In 2023, Prime Minister Rishi Sunak announced plans for young people to continue studying mathematics until the age of 18. He argued that the economy will not be able to grow unless work is done to combat “poor numeracy” which would otherwise “cost our economy tens of billions a year or to leave people twice as likely to be unemployed as those with competent numeracy”.[1]

Sunak’s vehicle for delivering maths education for 16 to 18-year-olds is a new qualification framework called the Advanced British Standard (ABS). The standards are intended to “bring together the best of A levels and T levels” into a single qualification framework. There is a consultation for ABS which closes on 20 March 2024.[2]

If the government can deliver on this vision, then the possibility of more young people embarking on a pathway that could lead them towards operational research opens and we may welcome more colleagues into the profession in years to come. While our community would warmly embrace this, a lack of qualified maths teachers may thwart the prime minister's vision.   

Lack of maths teachers

Last year, the Guardian[3] reported that 12 percent of maths lessons in secondary schools are taught by staff members who are without a maths degree, and nearly half of all secondary schools use non-specialist teachers for maths. This inadequate provision has two main causes: first, a continuous failure by the government to meet its own recruitment targets for trainee maths teachers, and secondly because maths teachers leave the profession at a higher rate (13%) than teachers in general (9%) in search of better paid work.

Writing for the Conversation[4], Senior Lecturer in Mathematics Neil Saunders (University of Greenwich) describes how the situation is exacerbated by universities closing their maths departments, further narrowing the supply of teachers into the profession.

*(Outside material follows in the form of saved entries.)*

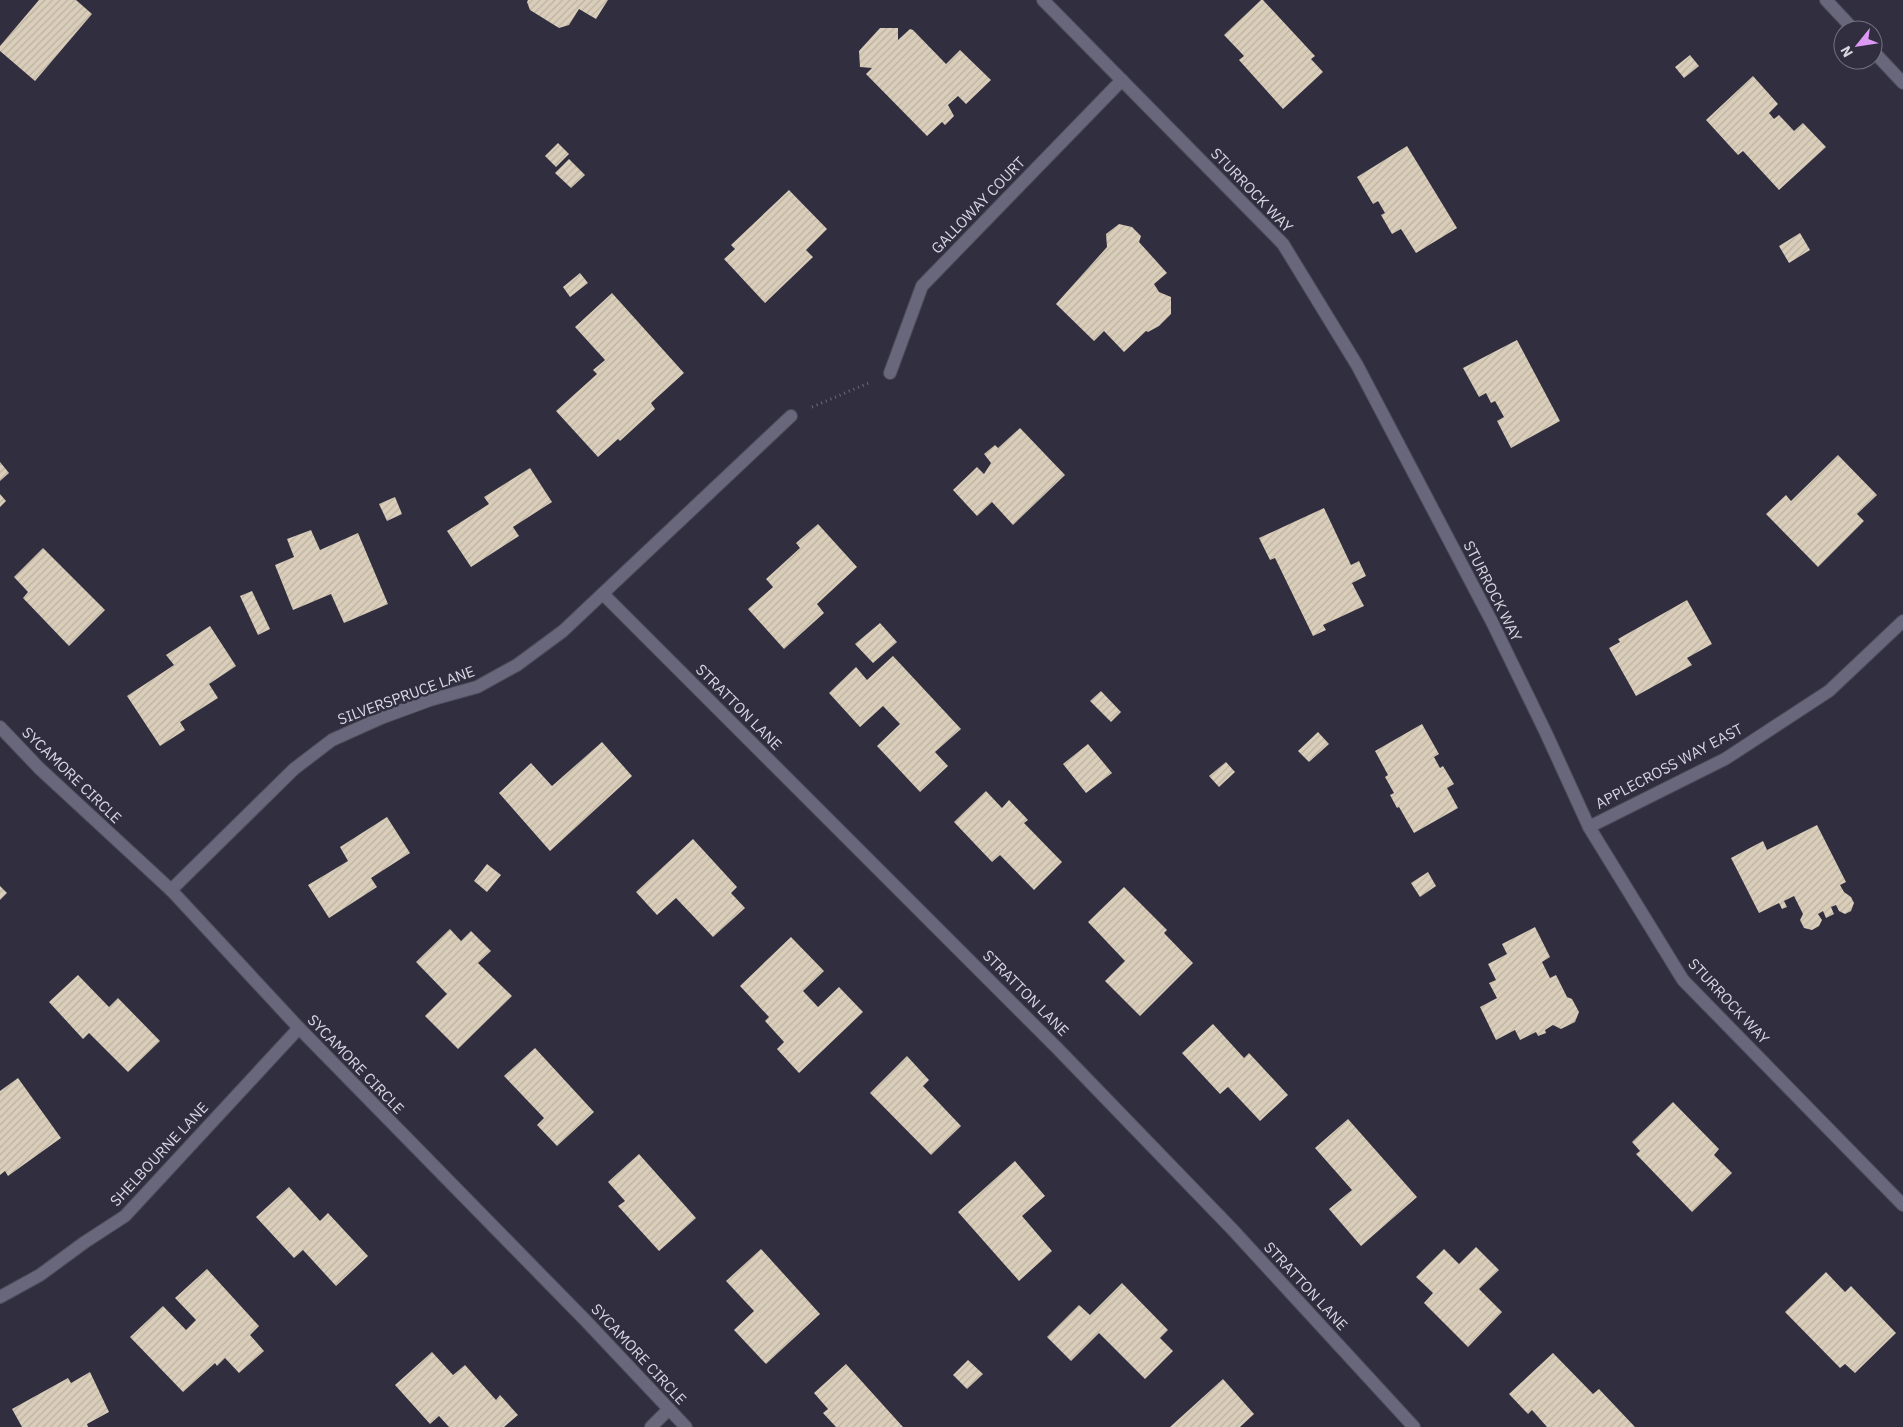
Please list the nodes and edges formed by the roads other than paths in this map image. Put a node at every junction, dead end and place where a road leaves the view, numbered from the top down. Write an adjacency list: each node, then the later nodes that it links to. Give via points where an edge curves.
1 (1043, 0): 5 (street, STURROCK WAY)
2 (1826, 0): 3 (street)
3 (1845, 20)
4 (1883, 62): 6 (street)
5 (1122, 80): 7 (street, GALLOWAY COURT, via 922,286); 12 (street, STURROCK WAY, via 1283,244 1357,365 1492,622)
6 (1903, 83)
7 (890, 373)
8 (791, 416): 9 (street, SILVERSPRUCE LANE)
9 (603, 594): 13 (street, SILVERSPRUCE LANE, via 556,637 477,687 430,700 332,740 294,769); 20 (street, STRATTON LANE, via 1071,1062 1232,1229)
10 (1903, 621): 12 (street, APPLECROSS WAY EAST, via 1830,692 1725,759)
11 (0, 727): 13 (street, SYCAMORE CIRCLE, via 39,768)
12 (1589, 827): 15 (street, STURROCK WAY, via 1684,980)
13 (171, 890): 14 (street, SYCAMORE CIRCLE)
14 (298, 1028): 16 (street, SHELBOURNE LANE, via 125,1216 40,1275); 17 (street, SYCAMORE CIRCLE, via 586,1320)
15 (1903, 1205)
16 (0, 1297)
17 (668, 1410): 18 (street); 19 (street, SYCAMORE CIRCLE)
18 (651, 1427)
19 (686, 1427)
20 (1414, 1427)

He says: “the closing of maths departments at universities that often serve their local population means that many, not just aspiring maths teachers, can no longer study mathematics beyond A-level in their local region.”

Maths deserts

This is creating a new phenomenon: ‘maths deserts’ which disproportionately affect candidates from lower-income backgrounds.“Students with lower A-level results or from low-income families who are more likely to be living at home while studying at their local university, are disproportionately affected by maths deserts. And it creates a negative feedback loop that sees diminishing numbers going into maths teaching. This further erodes secondary schools’ ability to provide high-quality mathematics education.”

The other side of this coin is that the study of maths at university becomes accessible only to those wealthy enough to attend elite universities, afford the high fees and pay for accommodation away from home. Upon graduation, many potential maths teachers may enter the city rather than the classroom.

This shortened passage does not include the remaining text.